Personally I like challenging endings in books, films and games. I love films like Solaris, Silent Running where you have to think some pretty deep philosophical thoughts. Similarly I love films where the end is challenging, I love the fact that even now we are talking about what really went on in The Usual Suspects or at the end of Inception. Challenge and ambiguity are good in stories.


Having said that there are still some problems with this analysis. The first and most obvious is that if they have chosen to go down this route they are probably not really appealing to their target audience. Mass Effect is great story telling, about as highbrow and accomplished as the art of video gaming has ever got to date. But it is still a video game, and it’s target audience is still gamers. Further the story telling up to this point hadn’t actually been thoughtful auteur sci-fi from the 70s, it had been Space Opera very much in the Star Wars mould (thanks to Andrew Nattan of Unmemorable Title for this great comparison you can see it in context here!). Fans can pretty realistically have had an expectation that it was at least possible they might get a Return of the Jedi like ending. To suddenly and profoundly genre hop would always be a little jarring.


Secondly as and act of story telling it didn’t really work because the ground work really hadn’t been put in for such a jarring change of pace. I mean in all honesty the Crucible appears for the very first time announces that he is the leader and controller of the Reapers and that the cycle was all his idea. WITH NO FRICKING ANSWERS OR BACK STORY! He tells us this is done to save organic life because synthetics will inevitably wipe out organics but doesn’t in any way back it up. Doesn’t explain why this is true or why we should believe him.


At the same time a major plot point of the last two games is that the examples put before us actually run completely contrary to this. Despite appearances we find out that the Geth are not that bad after all, and in fact we are strongly encouraged to save them when it turns out they were not the baddies after all and in doing so they prove themselves to be thoroughly decent. Ditto the whole of Ed-E’s story arc. For it to be even remotely credible that Shepherd would even consider taking the crucible at it’s word there would surely have needed to be some backstory that would allow him to start doubting his course?
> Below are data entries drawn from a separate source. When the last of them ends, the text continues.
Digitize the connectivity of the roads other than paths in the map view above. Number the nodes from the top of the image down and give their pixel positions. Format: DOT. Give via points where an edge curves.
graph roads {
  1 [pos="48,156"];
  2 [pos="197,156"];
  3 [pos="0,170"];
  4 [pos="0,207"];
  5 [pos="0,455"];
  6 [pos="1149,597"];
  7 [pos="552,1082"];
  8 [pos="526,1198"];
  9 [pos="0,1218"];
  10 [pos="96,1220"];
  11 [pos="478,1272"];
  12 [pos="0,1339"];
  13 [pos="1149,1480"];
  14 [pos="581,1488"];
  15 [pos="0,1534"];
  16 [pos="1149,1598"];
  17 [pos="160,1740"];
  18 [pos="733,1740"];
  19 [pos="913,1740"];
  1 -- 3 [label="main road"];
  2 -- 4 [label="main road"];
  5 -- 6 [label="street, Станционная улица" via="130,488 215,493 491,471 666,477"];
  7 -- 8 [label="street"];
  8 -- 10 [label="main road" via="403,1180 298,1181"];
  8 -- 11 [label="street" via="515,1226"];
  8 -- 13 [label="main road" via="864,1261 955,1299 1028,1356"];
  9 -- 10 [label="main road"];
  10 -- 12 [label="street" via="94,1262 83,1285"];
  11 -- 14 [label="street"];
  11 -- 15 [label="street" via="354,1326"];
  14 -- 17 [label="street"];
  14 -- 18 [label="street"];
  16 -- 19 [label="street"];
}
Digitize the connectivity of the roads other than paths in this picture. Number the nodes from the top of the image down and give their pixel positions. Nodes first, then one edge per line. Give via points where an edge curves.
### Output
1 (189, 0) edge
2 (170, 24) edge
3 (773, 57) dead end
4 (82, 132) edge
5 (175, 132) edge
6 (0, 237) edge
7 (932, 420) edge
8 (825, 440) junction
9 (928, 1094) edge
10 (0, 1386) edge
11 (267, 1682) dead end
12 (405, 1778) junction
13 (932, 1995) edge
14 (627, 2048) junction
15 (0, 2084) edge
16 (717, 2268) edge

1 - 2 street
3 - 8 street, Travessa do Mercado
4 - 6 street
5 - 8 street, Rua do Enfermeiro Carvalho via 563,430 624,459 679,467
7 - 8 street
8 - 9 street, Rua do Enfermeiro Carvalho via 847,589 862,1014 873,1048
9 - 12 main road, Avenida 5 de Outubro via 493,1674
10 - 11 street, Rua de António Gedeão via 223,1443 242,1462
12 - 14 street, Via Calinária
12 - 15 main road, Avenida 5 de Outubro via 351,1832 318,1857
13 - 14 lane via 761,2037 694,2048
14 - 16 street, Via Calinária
Where was the challenging conversation with Harbinger earlier in the proceedings that makes Shepherd start to wonder just a little bit about what was going on?


Lastly given we have been told time and time to keep our saves, and think about the choices we made because they would ultimately effect the outcome of the story. So I guess the biggest failure of the end is that none of the choices you make have the slightest bit of difference to the outcome (which is broadly the same) or even how the final show down pans out. You have the 3-4 possible ending depending on how well you had prepared for the war principally in ME3 and it’s spin offs (your prepared score and galactic readiness determining which choices available to you at the end). That it turns out none of what you did really mattered is kinda cool in the “thoughtful challenging story” stakes but in a game that has sold itself on decisions, choices and consequences is a bit of a kick in the teeth for fans many of whom have put in 90+ hours into their characters.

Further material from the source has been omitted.